If the library is not presented in the system - then it will need to be installed; otherwise paths will need to be adjusted. e.g. somewhat like

export LIBRARY_PATH=/usr/lib/aarch64-linux-gnu/openmpi/lib:$LIBRARY_PATH

reference ImportError: libmpi_cxx.so.1:, the setup of LD_LIBRARY_PATH after install openmpi-bin (Ubuntu18.04) - Solved · Issue #3499 · microsoft/CNTK · GitHub
reference mpi.h: No such file or directory · Issue #32 · NVIDIA/nccl-tests · GitHub

dusty_nv · June 24, 2020, 4:24pm

Thanks Andrei, yes you should be able to install it with sudo apt-get install libopenmpi-dev

themozel · June 25, 2020, 6:51am

Hey everyone!
Is there a wheel of torch for python 3.7 for using on a Jetson Xavier AGX ?

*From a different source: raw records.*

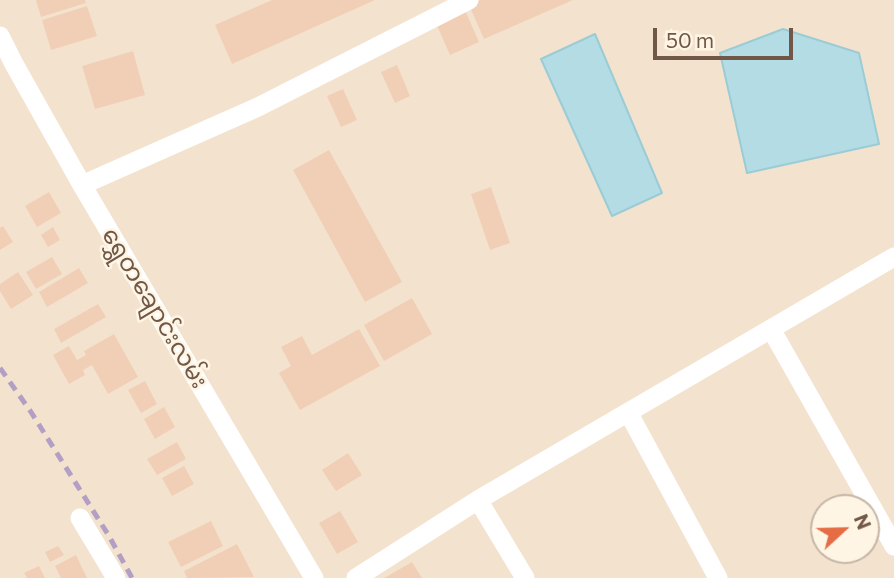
<!DOCTYPE html>
<meta charset="utf-8">
<style>
body{margin:0}
#map{position:relative;width:894px;height:578px;overflow:hidden;background:#fcf1df;font-family:Commissioner,sans-serif}
canvas{display:block}
.north{position:absolute;left:810px;top:494px;width:70px;height:70px;box-sizing:border-box;background:#fff5e5;border:2px solid #c6b6a6;border-radius:50%;rotate:68deg;font-size:19px;font-weight:700;line-height:28px;text-align:center;color:#715747}
.north::after{content:'';display:block;margin:auto;width:24px;height:32px;background:#e56c44;clip-path:polygon(50% 0,100% 100%,50% 72%,0 100%)}
.scale{position:absolute;left:653px;top:28px;width:140px;height:32px;box-sizing:border-box;border:4px solid #715747;border-top:0;padding-left:9px;font-size:21px;line-height:24px;white-space:nowrap;color:#715747;-webkit-text-stroke:5px #fff5e5;paint-order:stroke}
</style>
<div id="map">
<canvas width="894" height="578"></canvas>
<div class="north">N</div>
<div class="scale">50 m</div>
</div>
<script>
const g = document.querySelector('canvas').getContext('2d');
g.lineJoin = 'round';
function fill(path, color) { g.fillStyle = color; g.fill(path, 'evenodd'); }
const toPath = rows => new Path2D(rows.map(r => 'M' + r).join(''));
function stroke(path, color, width, dash) { g.strokeStyle = color; g.lineWidth = width; g.lineCap = dash ? 'butt' : 'round'; g.setLineDash(dash || []); g.stroke(path); }
function label(font, color, halo, rows, align = 'center') {
  g.font = font + ' Commissioner,"Noto Sans Myanmar",sans-serif'; g.lineWidth = 5; g.setLineDash([]); g.textBaseline = 'middle'; g.strokeStyle = halo; g.fillStyle = color; for (const [text, x, y, turn = 0] of rows) {
    g.save(); g.translate(x, y); g.rotate((+turn || 0) * Math.PI / 180); g.textAlign = isNaN(turn) ? turn : align; if (halo) g.strokeText(text, 0, 0); g.fillText(text, 0, 0); g.restore();
  }
}
fill(toPath([
 [0,0,894,0,894,578,0,578],
 [824,508,866,508,866,550,824,550]
]), '#f3e3ce');
const water = toPath([
 [783,29,859,53,879,144,747,173,720,53,783,29],
 [595,34,662,193,612,216,541,59,595,34]
]);
fill(water, '#b4dce4');
stroke(water, '#9bccd6', 2);
fill(toPath([
 [36,0,85,0,86,3,41,17],
 [272,0,375,0,232,64,215,25],
 [480,0,573,0,484,39,469,5],
 [87,6,97,36,51,50,42,20],
 [464,8,479,42,450,55,435,21],
 [133,51,145,95,95,109,82,66],
 [397,65,410,96,395,103,381,72],
 [343,89,357,120,341,127,327,96],
 [329,150,402,282,365,302,293,170],
 [491,187,510,243,490,250,471,194],
 [49,192,61,213,37,227,25,206],
 [3,226,13,242,0,250,0,228],
 [53,227,60,240,48,247,41,235],
 [52,257,62,274,36,289,26,272],
 [79,268,88,283,47,307,39,292],
 [18,272,33,295,11,309,0,291,0,284],
 [412,298,432,334,384,361,364,325],
 [98,304,106,317,61,343,54,329],
 [359,329,380,366,300,410,279,373,291,366,281,347,302,336,312,355],
 [114,334,138,377,108,394,92,365,83,370,85,375,69,384,53,355,69,346,77,360,86,355,84,351],
 [145,381,157,404,141,413,128,390],
 [164,407,175,427,155,439,144,419],
 [177,442,186,459,157,475,147,459],
 [348,453,362,475,336,491,322,470],
 [184,466,194,484,172,496,162,478],
 [340,511,358,542,337,554,319,523],
 [211,521,223,546,181,567,168,542],
 [237,544,254,577,187,578,184,571],
 [58,546,64,555,50,562,45,552],
 [76,555,87,578,61,578,55,566],
 [412,562,422,578,384,578],
 [39,566,45,578,27,578,24,573]
]), '#f1cfb7');
stroke(toPath([
 [0,36,14,64,82,185,314,578],
 [82,185,258,107,469,0],
 [771,329,894,546],
 [628,412,718,578],
 [478,500,525,578],
 [80,518,116,578],
 [356,578,478,500,894,257]
]), '#fff', 19);
stroke(toPath([
 [0,368,31,412,109,536,132,578]
]), '#b39fc4', 5, [10, 7]);
label('24px', '#715747', '#fff5e5', [
 ["ရွှေတချောင်းလမ်း",155,308,59]
]);
</script>
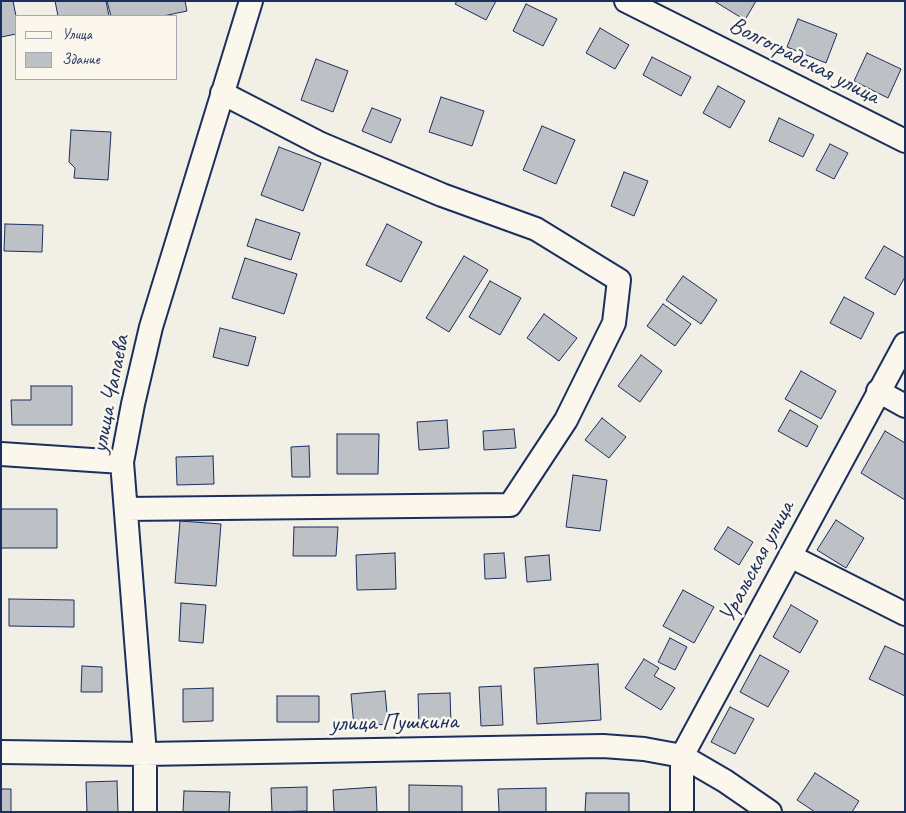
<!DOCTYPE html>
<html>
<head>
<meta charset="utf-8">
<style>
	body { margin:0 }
	#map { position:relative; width:906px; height:813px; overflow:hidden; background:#f2efe6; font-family:Caveat,sans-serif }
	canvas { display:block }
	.frame { position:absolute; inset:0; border:2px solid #1b2f5e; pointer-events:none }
	.legend { position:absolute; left:15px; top:15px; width:162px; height:65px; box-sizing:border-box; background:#fbf7ec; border:1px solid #a1a7b3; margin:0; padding:6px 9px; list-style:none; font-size:15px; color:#1b2f5e }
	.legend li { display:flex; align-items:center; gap:10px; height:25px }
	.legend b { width:25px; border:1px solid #a1a7b3 }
</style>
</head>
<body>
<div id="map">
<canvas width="906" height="813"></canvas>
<div class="frame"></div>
<ul class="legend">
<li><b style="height:6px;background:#fbf7ec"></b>Улица</li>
<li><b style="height:14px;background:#bdc0c4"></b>Здание</li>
</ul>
</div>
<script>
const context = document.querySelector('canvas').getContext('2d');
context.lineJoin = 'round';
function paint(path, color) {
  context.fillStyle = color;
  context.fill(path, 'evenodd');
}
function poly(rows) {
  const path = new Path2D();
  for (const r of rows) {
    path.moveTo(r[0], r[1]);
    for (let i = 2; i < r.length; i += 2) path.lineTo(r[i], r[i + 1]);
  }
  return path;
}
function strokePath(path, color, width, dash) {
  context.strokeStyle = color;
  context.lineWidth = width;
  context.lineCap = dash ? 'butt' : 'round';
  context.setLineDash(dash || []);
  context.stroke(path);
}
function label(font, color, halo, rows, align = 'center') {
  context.font = font + ' Caveat,sans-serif';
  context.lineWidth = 5;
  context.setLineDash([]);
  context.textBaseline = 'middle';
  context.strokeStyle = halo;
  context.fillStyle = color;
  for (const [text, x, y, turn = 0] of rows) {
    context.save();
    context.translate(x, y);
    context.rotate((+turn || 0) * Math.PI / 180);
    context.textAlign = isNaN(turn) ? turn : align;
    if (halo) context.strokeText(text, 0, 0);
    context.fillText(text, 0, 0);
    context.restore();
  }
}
const building = poly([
	[1,1,13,1,16,16,16,34,1,37,1,1],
	[55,1,106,1,109,16,58,16,55,1],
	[107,1,185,1,187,11,163,16,111,16,107,1],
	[457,1,496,1,486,20,455,4,457,1],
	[714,1,756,1,745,20,714,1],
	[526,4,557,19,543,46,513,31,526,4],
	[798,19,837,34,826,63,787,47,798,19],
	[600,28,629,45,615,69,586,53,600,28],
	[867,53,901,69,888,98,854,81,867,53],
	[652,57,691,77,681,96,643,75,652,57],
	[316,59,348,71,333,112,301,100,316,59],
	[718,86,745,101,730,128,703,113,718,86],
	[441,97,484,111,472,146,429,132,441,97],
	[372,108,401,119,391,143,362,131,372,108],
	[779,118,814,135,803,157,769,141,779,118],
	[542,126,575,140,556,184,523,170,542,126],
	[71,130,111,132,108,180,74,178,75,168,69,162,71,130],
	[830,144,848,153,834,179,816,170,830,144],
	[279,147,321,163,303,211,261,195,279,147],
	[624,172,648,181,634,216,611,206,624,172],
	[256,219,300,233,291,260,247,246,256,219],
	[5,224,43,225,42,252,4,251,5,224],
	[387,224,422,242,401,282,366,265,387,224],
	[884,246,905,258,905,277,895,295,865,278,884,246],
	[464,256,488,270,449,332,426,318,464,256],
	[245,258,297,274,284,314,232,298,245,258],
	[683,276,717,300,701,324,666,300,683,276],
	[490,281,521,298,500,335,469,317,490,281],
	[844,297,874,313,861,339,830,323,844,297],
	[663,304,691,324,675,346,647,326,663,304],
	[544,314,577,338,559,361,527,338,544,314],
	[220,328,256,337,248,366,213,357,220,328],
	[641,355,662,371,640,402,618,386,641,355],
	[801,371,836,391,821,419,785,399,801,371],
	[31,386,72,386,72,425,12,425,11,400,31,400,31,386],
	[790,410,818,426,807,447,778,431,790,410],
	[602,418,626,437,609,458,585,440,602,418],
	[447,420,449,448,419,450,417,422,447,420],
	[514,429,516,448,484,450,483,431,514,429],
	[885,431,905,443,905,500,861,473,885,431],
	[337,434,379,434,378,474,337,474,337,434],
	[309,446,310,477,292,477,291,447,309,446],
	[213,456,214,484,177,485,176,457,213,456],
	[573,475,607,480,600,531,566,527,573,475],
	[1,509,57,509,57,548,1,548,1,509],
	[836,520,864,538,846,568,817,550,836,520],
	[180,521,221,524,216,586,175,583,180,521],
	[294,527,338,527,336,556,293,556,294,527],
	[728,527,753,542,739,565,714,549,728,527],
	[395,553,396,589,357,590,356,555,395,553],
	[504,553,506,578,485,579,484,554,504,553],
	[549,555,551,580,527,582,525,557,549,555],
	[683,590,714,607,694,643,663,626,683,590],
	[9,599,74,600,74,627,9,626,9,599],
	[181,603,206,605,203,643,179,641,181,603],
	[791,605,818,621,800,653,773,637,791,605],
	[670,638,687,647,675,670,658,662,670,638],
	[885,646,905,655,905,696,869,679,885,646],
	[760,655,789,671,768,707,740,692,760,655],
	[644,659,659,668,654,676,675,688,661,710,625,688,644,659],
	[598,664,601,720,537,724,534,668,598,664],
	[82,666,102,667,102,692,81,692,82,666],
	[501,686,503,725,481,726,479,687,501,686],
	[213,688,213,721,183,722,183,689,213,688],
	[385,691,388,724,354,727,351,694,385,691],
	[450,693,451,725,419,727,418,694,450,693],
	[277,696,319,696,319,722,277,722,277,696],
	[730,707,754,719,735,754,711,742,730,707],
	[815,773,859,801,852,812,815,812,797,800,815,773],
	[117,781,118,812,87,812,86,782,117,781],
	[409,785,462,786,462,812,409,812,409,785],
	[307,787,307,811,272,812,271,788,307,787],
	[376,787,377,812,334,812,333,790,376,787],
	[546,788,546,812,499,812,498,789,546,788],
	[1,789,11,789,11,812,1,812,1,789],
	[184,791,230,792,229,812,183,812,184,791],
	[586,793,629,793,629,812,585,812,586,793]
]);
const minor = poly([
	[626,1,905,141],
	[878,391,905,406],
	[1,454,122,462],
	[126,509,510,505,566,420,614,323,619,280,536,229,442,195,321,144,222,93],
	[790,556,905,614],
	[1,752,145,754,603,746,644,749,682,756,725,781,770,812],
	[145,812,145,754,122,462,133,404,151,327,251,1],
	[682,812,682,756,905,344]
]);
const streetNames = [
	["Волгоградская улица",804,61,27],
	["улица Чапаева",111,394,-79],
	["Уральская улица",757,562,-62],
	["улица Пушкина",394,723,-1]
];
paint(building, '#bdc0c4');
strokePath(building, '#1b2f5e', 1);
strokePath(minor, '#1b2f5e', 26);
strokePath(minor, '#fbf7ec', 22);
label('24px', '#1b2f5e', '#fbf7ec', streetNames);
</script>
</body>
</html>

dusty_nv · June 25, 2020, 3:57pm

Hi @themozel, I build the wheels for Python 3.6. However some others on this thread have been able to build PyTorch from source for Python 3.7. I think you need to run sudo apt-get install python3.7-dev first.

mura.ryo03302 · June 25, 2020, 4:53pm

Thanks Andrey1984, dusty_nv.
All resolved.
The problem was that there was no library, so I solved it by installing libopenmpi-dev.